(Dataset excerpts)

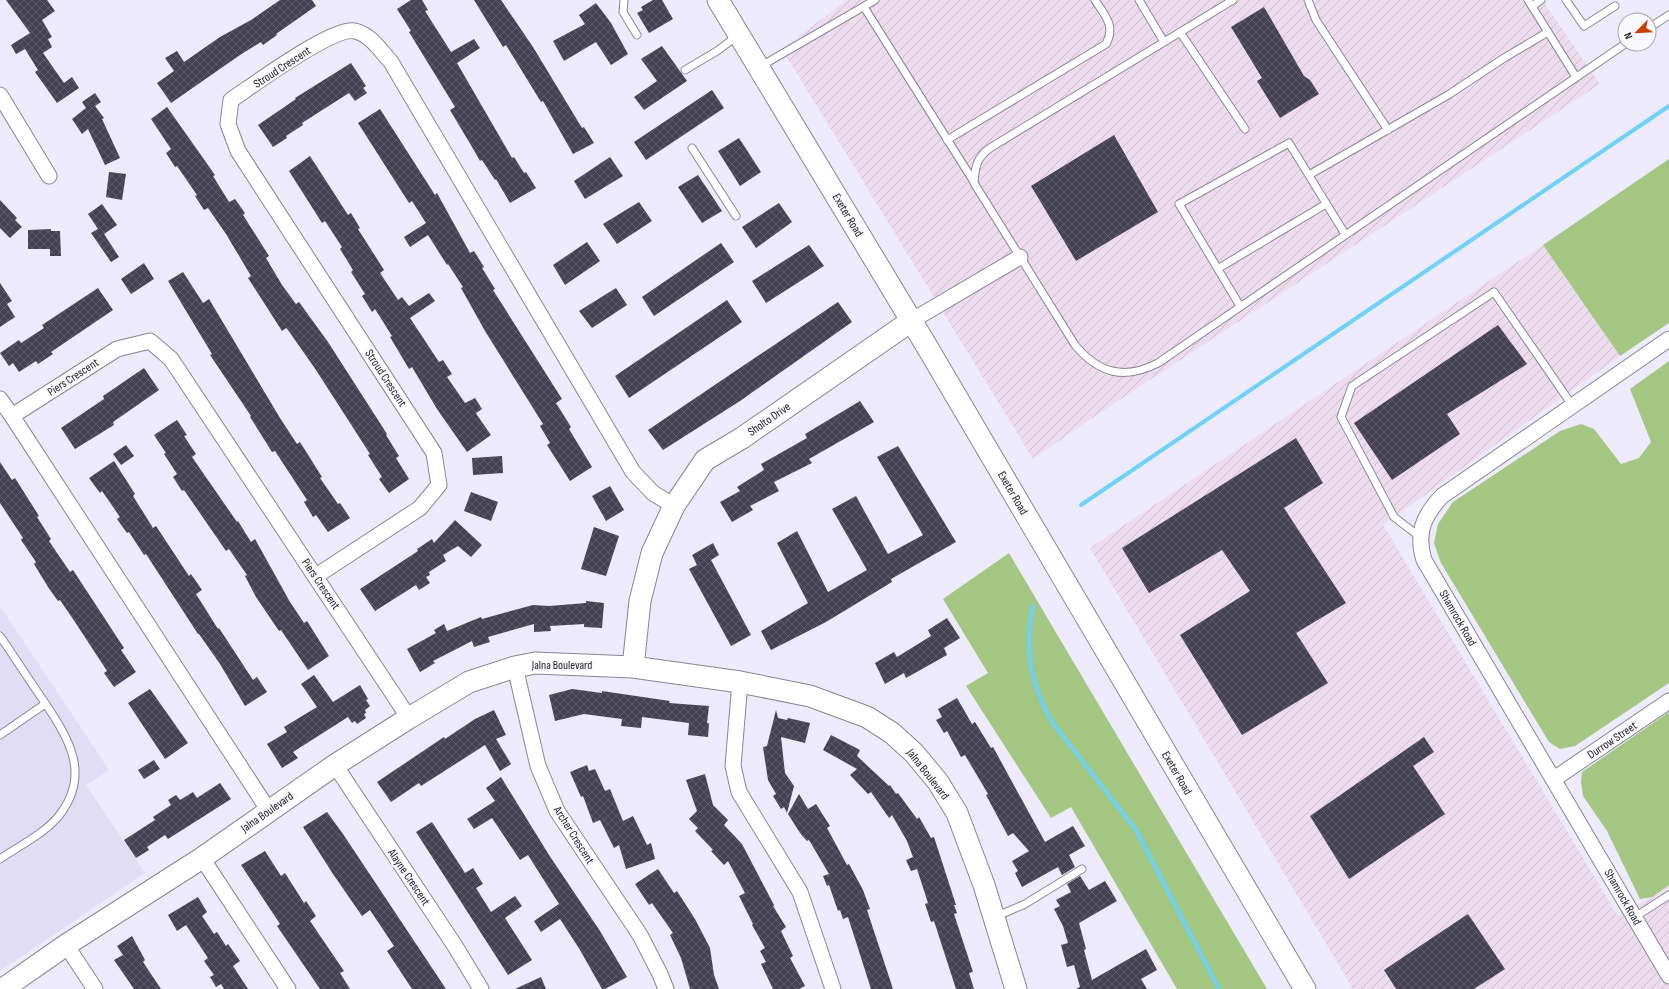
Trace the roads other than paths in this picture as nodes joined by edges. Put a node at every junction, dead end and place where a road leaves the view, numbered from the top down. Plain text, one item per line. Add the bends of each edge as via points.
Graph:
1 (624, 0) edge
2 (718, 0) edge
3 (875, 0) edge
4 (1095, 0) edge
5 (1139, 0) edge
6 (1308, 0) edge
7 (1541, 0) edge
8 (1566, 0) edge
9 (1228, 1) edge
10 (1530, 3) edge
11 (1615, 6) dead end
12 (864, 7) junction
13 (1669, 15) edge
14 (1657, 23) edge
15 (1180, 32) junction
16 (1548, 32) junction
17 (637, 35) dead end
18 (739, 35) junction
19 (1164, 42) junction
20 (1617, 50) edge
21 (759, 67) junction
22 (685, 70) dead end
23 (1576, 77) junction
24 (0, 95) edge
25 (1245, 129) dead end
26 (1388, 130) junction
27 (947, 140) junction
28 (692, 148) dead end
29 (1308, 175) junction
30 (49, 176) dead end
31 (974, 183) junction
32 (1326, 204) junction
33 (736, 216) dead end
34 (1345, 234) junction
35 (1020, 257) junction
36 (1219, 268) junction
37 (1240, 306) junction
38 (911, 321) junction
39 (1669, 339) edge
40 (0, 399) edge
41 (1572, 405) junction
42 (12, 416) junction
43 (674, 506) junction
44 (1420, 537) junction
45 (316, 576) junction
46 (0, 636) edge
47 (515, 667) junction
48 (633, 667) junction
49 (740, 682) junction
50 (1669, 701) edge
51 (45, 704) junction
52 (410, 718) junction
53 (0, 735) edge
54 (335, 765) junction
55 (1554, 779) junction
56 (269, 811) junction
57 (202, 858) junction
58 (0, 859) edge
59 (1082, 869) dead end
60 (1669, 895) edge
61 (994, 917) junction
62 (1635, 917) junction
63 (66, 945) junction
64 (1669, 976) edge
65 (3, 989) edge
66 (95, 989) edge
67 (288, 989) edge
68 (481, 989) edge
69 (666, 989) edge
70 (833, 989) edge
71 (1016, 989) edge
72 (1304, 989) edge

1 - 17 lane via 623,12
2 - 18 street, Exeter Road
3 - 12 lane
4 - 27 lane via 1109,24 1111,34 1106,44
5 - 19 lane
6 - 26 lane via 1316,20
7 - 10 lane
8 - 11 lane via 1584,26
9 - 15 lane
10 - 16 lane
12 - 21 lane
12 - 27 lane
13 - 14 lane
15 - 19 lane
15 - 25 lane
16 - 23 lane
16 - 26 lane
18 - 21 street, Exeter Road
18 - 22 lane
19 - 31 lane via 983,153 975,166
20 - 23 lane
21 - 38 street, Exeter Road
23 - 34 lane
24 - 30 street
26 - 29 lane
27 - 31 lane
28 - 33 lane
29 - 32 lane
29 - 36 lane via 1289,143 1179,204
31 - 35 lane
32 - 34 lane
32 - 36 lane
34 - 37 lane
35 - 37 lane via 1085,357 1113,372 1137,372 1158,363
35 - 38 street, Sholto Drive
36 - 37 lane
38 - 43 street, Sholto Drive via 742,438 705,460
38 - 72 street, Exeter Road
39 - 41 street, Shamrock Road
40 - 42 street
41 - 44 street, Shamrock Road via 1442,496 1423,522
41 - 44 lane via 1494,292 1352,386 1341,417 1394,517
42 - 45 street, Piers Crescent via 117,349 150,341 171,359
42 - 56 street
43 - 45 street, Stroud Crescent via 653,493 633,472 391,62 369,37 354,31 339,33 304,52 231,100 228,124 238,151 434,453 439,485 420,508
43 - 48 street, Sholto Drive via 652,553 640,601
44 - 55 street, Shamrock Road via 1424,560
45 - 52 street, Piers Crescent
46 - 51 lane
47 - 48 street, Jalna Boulevard via 535,663
47 - 52 street, Jalna Boulevard via 469,682
47 - 69 street, Archer Crescent via 538,766 557,811 640,935
48 - 49 street, Jalna Boulevard
49 - 61 street, Jalna Boulevard via 810,696 867,717 892,733 914,753 938,782 957,812
49 - 70 street via 732,766 739,792 800,892
50 - 55 street, Durrow Street
51 - 53 lane
51 - 58 lane via 71,747 75,763 72,788 57,818
52 - 54 street, Jalna Boulevard
54 - 56 street, Jalna Boulevard
54 - 68 street, Alayne Crescent
55 - 62 street, Shamrock Road
56 - 57 street, Jalna Boulevard
57 - 63 street, Jalna Boulevard
57 - 67 street
59 - 61 lane via 1026,904
60 - 62 lane
61 - 71 street, Jalna Boulevard
62 - 64 street, Shamrock Road
63 - 65 street, Jalna Boulevard
63 - 66 street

→ EXERCISE REQUIREMENTS: Search the data above for the string "Piers". Report every line where it is found.

→ RESPONSE BOX:
42 - 45 street, Piers Crescent via 117,349 150,341 171,359
45 - 52 street, Piers Crescent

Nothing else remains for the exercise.